In his order, Walker cited concerns about the agency’s administrative process and the lack of explanation regarding the program’s effects on 340B hospitals. “The Agency’s roll out has involved a rather threadbare administrative record that likely fails to consider and reasonably explain the impact of a rebate model on 340B hospitals, who rely on upfront price concessions to stretch few resources as far as possible to serve rural and poor communities,” Walker wrote.

The federal government had argued that any court-ordered pause should apply only to the hospital organizations that filed the lawsuit and their members. Walker rejected that position, writing that under the APA, the court has the authority to preliminarily set aside agency action on a broader basis.

The lawsuit was filed earlier in December by the American Hospital Association (AHA), the Maine Hospital Association, and four individual safety-net health systems. The plaintiffs argued that HRSA’s one-year test of the rebate model was hastily implemented and would impose substantial administrative and financial burdens on covered entities. They cited new reporting requirements and the need for hospitals to temporarily absorb drug costs while awaiting rebates.
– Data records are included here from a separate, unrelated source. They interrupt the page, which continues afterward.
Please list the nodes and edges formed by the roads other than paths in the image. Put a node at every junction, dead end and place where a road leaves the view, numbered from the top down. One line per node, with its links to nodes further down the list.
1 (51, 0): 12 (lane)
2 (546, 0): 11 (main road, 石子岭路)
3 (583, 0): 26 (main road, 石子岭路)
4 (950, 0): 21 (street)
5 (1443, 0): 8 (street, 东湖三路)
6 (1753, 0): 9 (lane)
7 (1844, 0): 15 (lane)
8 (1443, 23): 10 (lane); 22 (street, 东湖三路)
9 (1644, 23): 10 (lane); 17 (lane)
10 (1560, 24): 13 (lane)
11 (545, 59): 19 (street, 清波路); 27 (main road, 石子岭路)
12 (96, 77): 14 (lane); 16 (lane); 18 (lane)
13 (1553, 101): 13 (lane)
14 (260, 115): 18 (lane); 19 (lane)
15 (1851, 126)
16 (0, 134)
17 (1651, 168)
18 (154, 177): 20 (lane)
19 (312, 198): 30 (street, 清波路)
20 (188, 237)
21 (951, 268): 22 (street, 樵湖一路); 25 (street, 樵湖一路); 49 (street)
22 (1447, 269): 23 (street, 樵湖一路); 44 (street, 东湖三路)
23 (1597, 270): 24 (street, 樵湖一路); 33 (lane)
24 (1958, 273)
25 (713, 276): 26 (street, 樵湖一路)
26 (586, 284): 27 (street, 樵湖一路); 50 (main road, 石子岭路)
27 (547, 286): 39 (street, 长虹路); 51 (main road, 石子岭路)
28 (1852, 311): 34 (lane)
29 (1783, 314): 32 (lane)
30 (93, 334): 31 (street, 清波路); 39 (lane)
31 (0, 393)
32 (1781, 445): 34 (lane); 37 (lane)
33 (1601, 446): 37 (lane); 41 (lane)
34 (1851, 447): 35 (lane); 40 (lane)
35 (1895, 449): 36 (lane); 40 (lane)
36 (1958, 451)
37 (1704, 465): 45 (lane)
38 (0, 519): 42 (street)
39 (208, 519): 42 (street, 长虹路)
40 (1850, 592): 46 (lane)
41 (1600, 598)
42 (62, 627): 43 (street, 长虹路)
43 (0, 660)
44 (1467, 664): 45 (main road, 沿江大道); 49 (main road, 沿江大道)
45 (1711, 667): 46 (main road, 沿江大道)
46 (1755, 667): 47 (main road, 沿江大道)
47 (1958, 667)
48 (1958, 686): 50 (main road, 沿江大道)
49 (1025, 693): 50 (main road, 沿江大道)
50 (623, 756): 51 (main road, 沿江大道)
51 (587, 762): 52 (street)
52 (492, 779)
According to the program design, covered entities would be required to submit a data report to drug manufacturers within 45 calendar days after a drug was dispensed, with allowances for extenuating circumstances. Manufacturers would then issue rebate payments within 10 days of receiving those reports. 

The information technology systems used for reporting and rebate distribution would be overseen by the participating drugmakers, who would also have the ability to deny rebates for claims they determine to be duplicate or otherwise improper.

The plaintiffs also challenged the pace of the pilot’s rollout. They pointed to a July 31 proposal, a Sept. 8 public comment deadline, a Sept. 15 application deadline for manufacturers, and an Oct. 30 announcement approving participating companies. They argued that this timeline limited meaningful review and left hospitals with roughly two months to prepare for implementation.

The 340B program was created more than 30 years ago to provide discounted outpatient drugs to safety-net providers. Drug spending through the program has increased significantly over time, which manufacturers have cited as evidence that reforms are needed.

Participating drugmakers approved for the pilot include Bristol Myers Squibb, AstraZeneca, Merck Sharp Dohme, Novo Nordisk, Janssen Biotech, and others. Covered drugs include Eliquis, Enbrel, Farxiga, Jardiance, Stelara, and multiple insulin products, with Novartis’ Entresto approved for inclusion beginning April 1.

The court’s decision places immediate limits on HRSA’s ability to restructure the 340B program without a more detailed administrative record. For hospitals, the ruling preserves the existing upfront discount system that many rely on to manage drug costs and maintain services for underserved populations.

Legal observers note that the injunction could shape how HRSA approaches future pilot programs, particularly those involving payment reforms. Agencies may face increased pressure to demonstrate clearer justification, longer review periods, and more transparent assessments of financial impact before implementing changes.

For manufacturers, the pause delays a proposed shift they argued would improve oversight and curb misuse within the 340B system. The outcome of the case may ultimately influence broader policy debates around HRSA’s authority and the balance between cost containment and access to care.